Après cinq ans, l’anévrisme enroulé a un meilleur taux de mortalité que clipped, mais le risque de saignement est légèrement plus élevé

Un article publié en ligne et dans l’édition de mai de The Lancet Neurology par le Dr Andrew Molyneux et Richard Kerr, Unité de recherche neurovasculaire et neuroradiologie, John Radcliffe Hospital, Oxford, Université d’Oxford, Royaume-Uni, et ses collègues, rapporte de nouvelles découvertes en neurologie. Les patients dont les anévrismes sont enroulés au lieu de clipper ont un meilleur taux de survie sur cinq ans selon une étude à long terme de l’essai international d’anévrysme sous-arachnoïdien (ISAT). L’ISAT a été financé par le UK Medical Research Council. Dans les deux groupes, il y a un léger risque de récidive, mais dans les cinq premières années, la menace est plus élevée pour l’anévrisme enroulé.
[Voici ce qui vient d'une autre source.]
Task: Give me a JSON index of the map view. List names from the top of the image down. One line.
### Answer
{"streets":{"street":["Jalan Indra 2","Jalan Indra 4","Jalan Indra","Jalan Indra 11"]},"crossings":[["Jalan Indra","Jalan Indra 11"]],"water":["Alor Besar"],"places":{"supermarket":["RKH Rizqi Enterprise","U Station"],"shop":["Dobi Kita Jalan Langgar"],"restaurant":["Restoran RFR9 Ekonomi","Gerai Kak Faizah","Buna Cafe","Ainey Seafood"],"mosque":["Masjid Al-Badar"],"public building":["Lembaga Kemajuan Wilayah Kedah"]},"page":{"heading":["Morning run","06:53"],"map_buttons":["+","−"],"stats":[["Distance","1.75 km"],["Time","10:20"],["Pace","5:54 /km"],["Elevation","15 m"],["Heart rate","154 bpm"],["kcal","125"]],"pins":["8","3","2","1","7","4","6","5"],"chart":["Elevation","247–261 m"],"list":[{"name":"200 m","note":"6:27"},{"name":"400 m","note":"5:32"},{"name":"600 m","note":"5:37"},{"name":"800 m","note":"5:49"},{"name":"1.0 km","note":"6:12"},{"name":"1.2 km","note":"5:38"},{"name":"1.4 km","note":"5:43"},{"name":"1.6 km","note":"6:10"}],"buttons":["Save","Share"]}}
Entre 1994 et 2002, dans 43 centres de neurochirurgie, 2 143 patients ayant un anévrysme sous-arachnoïdien * ont été inclus dans l’étude ISAT originale. Ils ont été assignés au hasard à l’écrêtage (une intervention chirurgicale ouverte dans laquelle l’anévrisme est coupé) ou à l’enroulement (une intervention endovasculaire où une bobine est insérée à travers les vaisseaux sanguins dans l’anévrisme dans le cerveau pour sceller l’endroit où la fuite s’est produite ). Des recherches antérieures ont indiqué que les patients qui avaient lové avaient une meilleure chance de survie et étaient complètement autonomes après un an. Il y avait un déclin de vingt-quatre pour cent dans le risque de décès ou de dépendance. Plus de 2 000 patients suivis en moyenne pendant neuf ans (minimum six et maximum quatorze) ont été analysés dans la nouvelle étude.
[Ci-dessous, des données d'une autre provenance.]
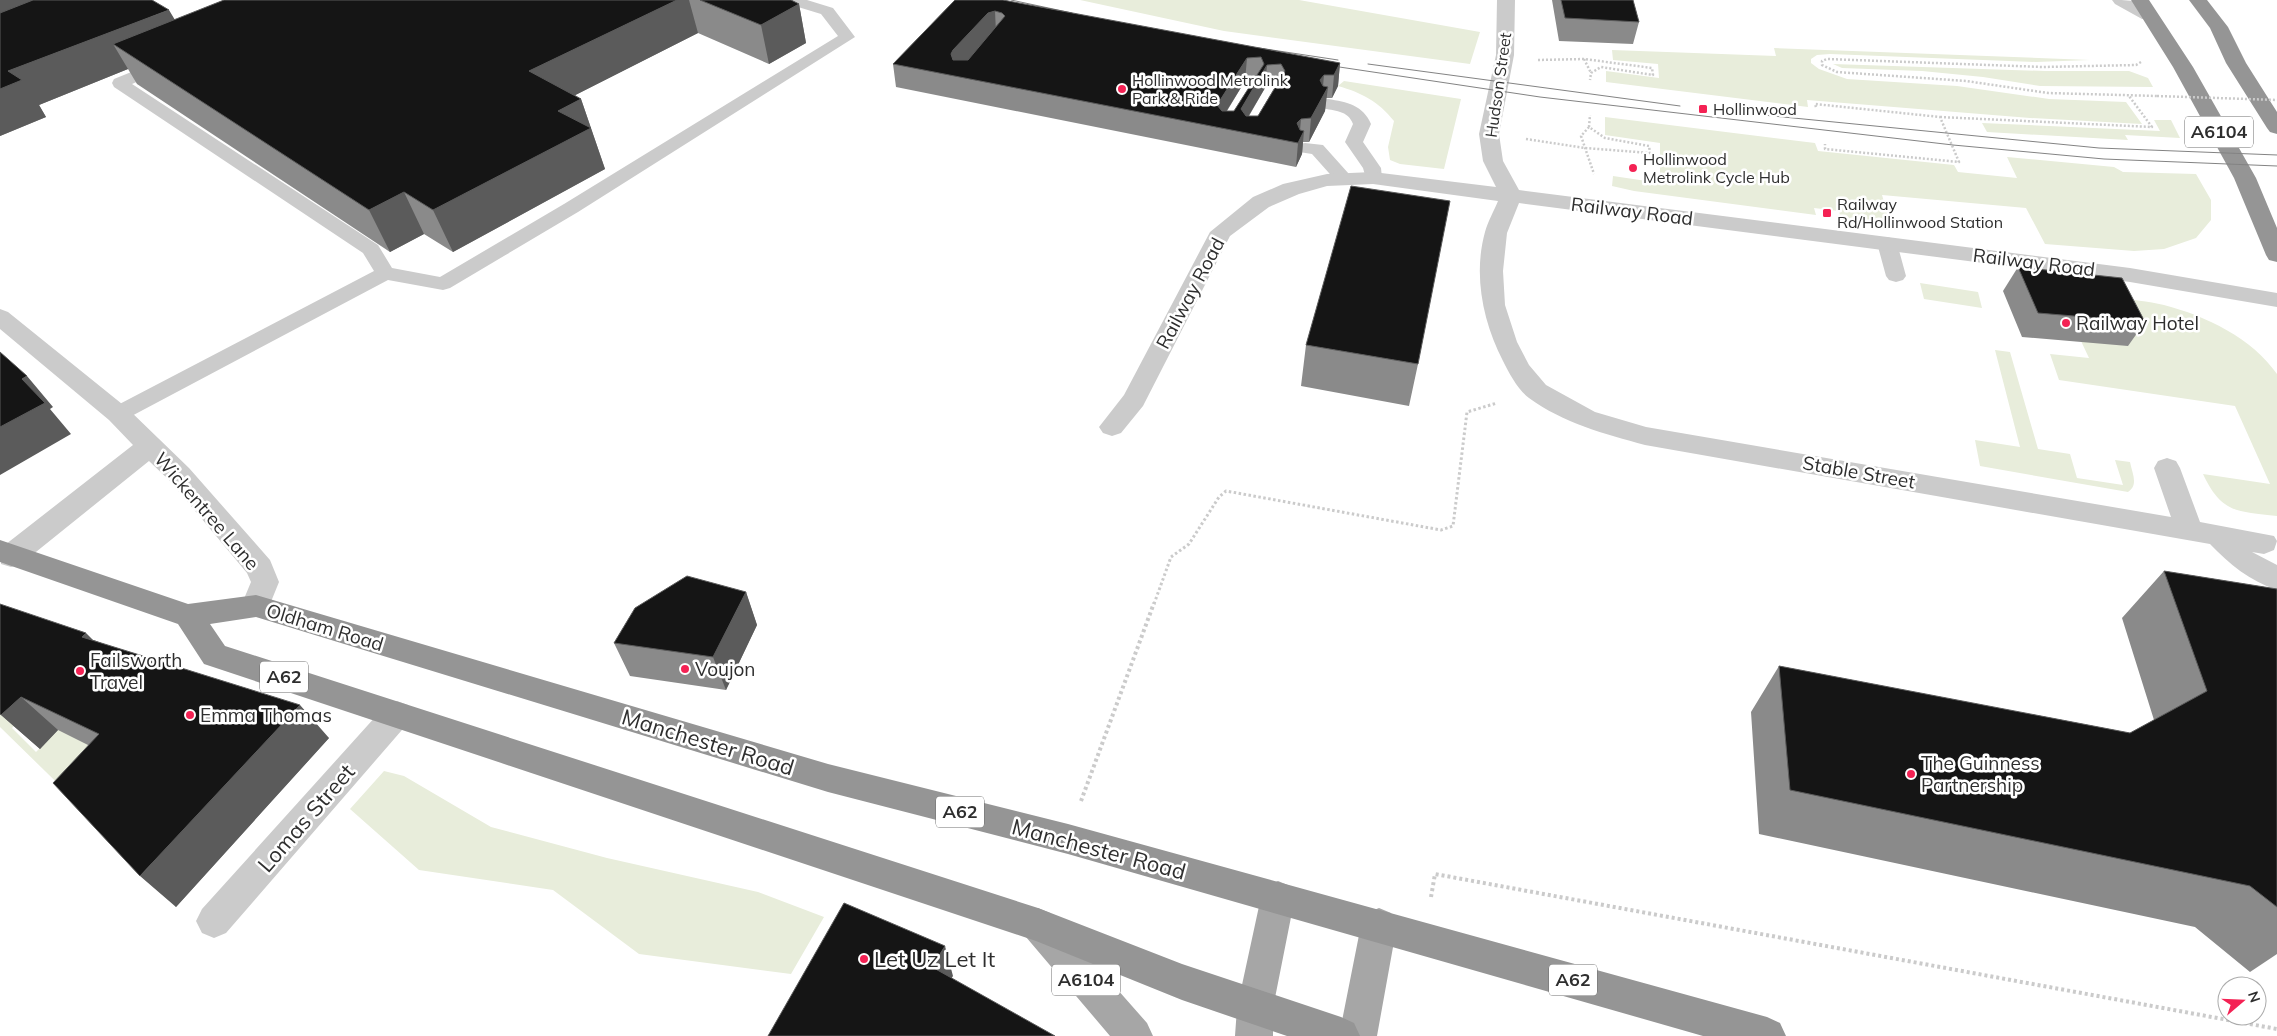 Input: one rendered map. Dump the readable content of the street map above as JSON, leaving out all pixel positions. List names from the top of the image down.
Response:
{
  "streets": {
    "highway": [
      "A6104",
      "Oldham Road",
      "A62",
      "Manchester Road"
    ],
    "street": [
      "Hudson Street",
      "Railway Road",
      "Stable Street",
      "Wickentree Lane",
      "Lomas Street"
    ]
  },
  "crossings": [
    ["Hudson Street", "Railway Road"],
    ["Hudson Street", "Stable Street"],
    ["A6104", "A62"],
    ["Railway Road", "Stable Street"],
    ["Wickentree Lane", "Oldham Road"],
    ["Oldham Road", "A62"],
    ["Oldham Road", "Manchester Road"],
    ["A62", "Lomas Street"]
  ],
  "places": {
    "other": [
      "Hollinwood Metrolink Park & Ride",
      "Hollinwood Metrolink Cycle Hub",
      "Railway Hotel",
      "Voujon",
      "Failsworth Travel",
      "Emma Thomas",
      "The Guinness Partnership",
      "Let Uz Let It"
    ],
    "transit": ["Hollinwood", "Railway Rd/Hollinwood Station"]
  },
  "north": "right"
}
Les résultats ont montré qu’après seulement une année de traitement, il y avait un total de vingt-quatre rebleeds, dont treize provenaient de l’anévrysme traité (dix enroulés et trois écrêtés). Quatre des larves provenaient d’anévrismes déjà existants mais différents, et six d’entre eux provenaient de nouveaux anévrismes, et un seul était une cause non identifiée. Au bout de cinq ans, 11% des membres du groupe et 14% du groupe écrêté étaient morts. Le risque de décès était inférieur de 23 pour cent chez les patients ayant un anévrisme enroulé par rapport à un anévrisme. Cependant, pour les patients vivants après cinq ans, le pourcentage qui était autonome dans leurs activités quotidiennes était similaire dans les deux groupes (82% dans le groupe spiralé et 81% dans le groupe écrêté). En comparaison avec la population générale, il y avait encore une augmentation de 57 pour cent du risque de décès pour les patients qui avaient l’un des traitements après un an.
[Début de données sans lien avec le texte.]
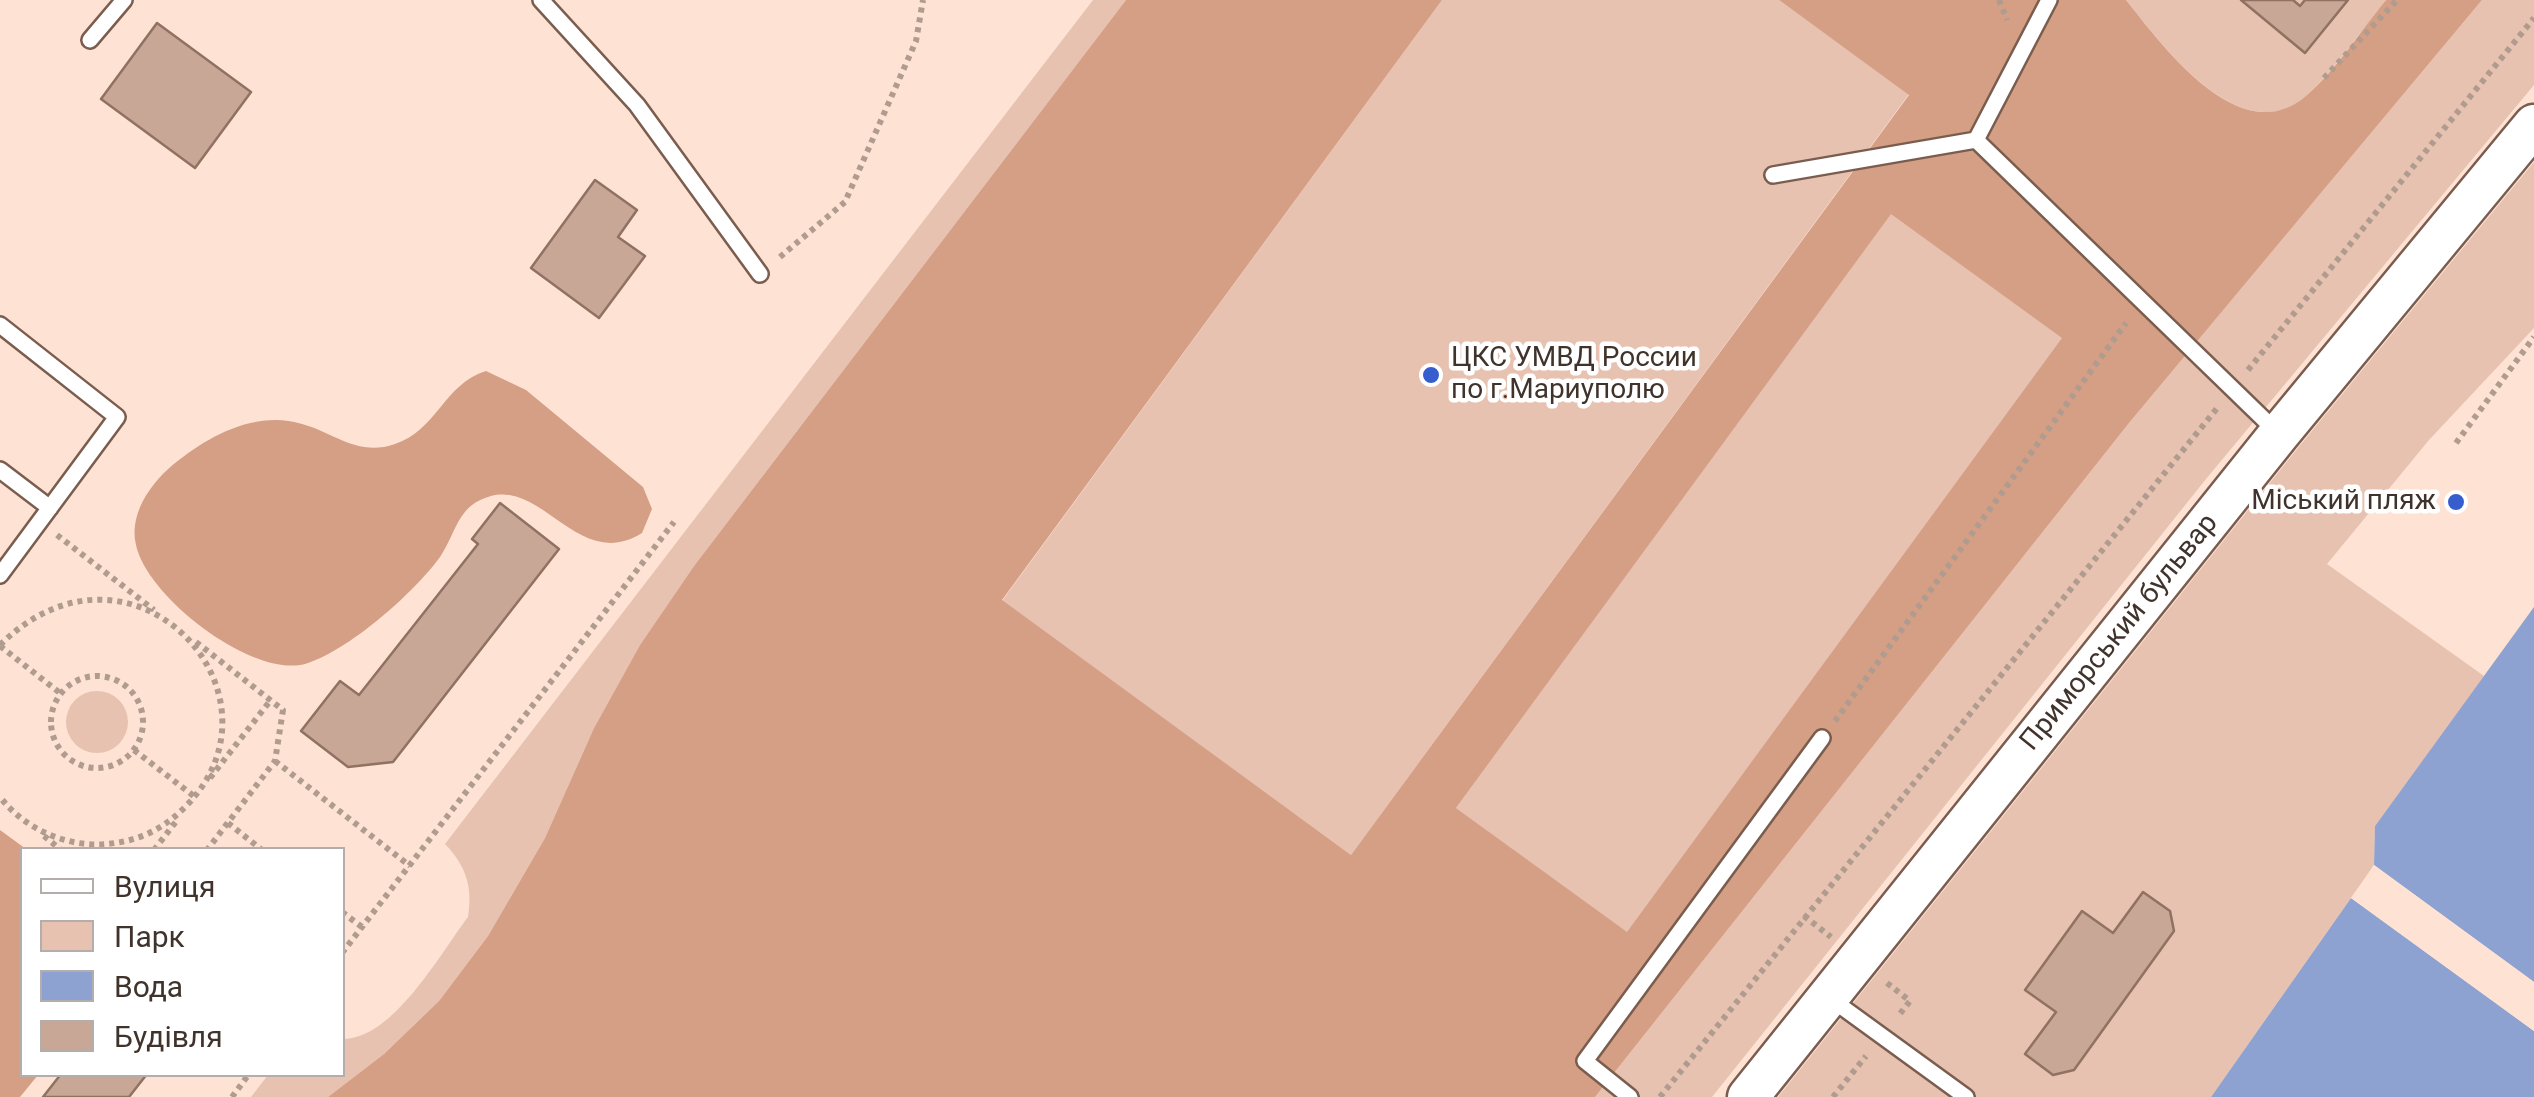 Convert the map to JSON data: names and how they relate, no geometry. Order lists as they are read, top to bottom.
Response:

«Pour les patients présentant des anévrismes appropriés, l’enroulement est plus probable que l’écrêtage pour aboutir à des résultats cliniques améliorés à un an, et ces données suggèrent que bien que les avantages cliniques précoces soient réduits au fil du temps, ils ne seront pas perdus au cours des quatre années suivantes. les auteurs écrivent en conclusion.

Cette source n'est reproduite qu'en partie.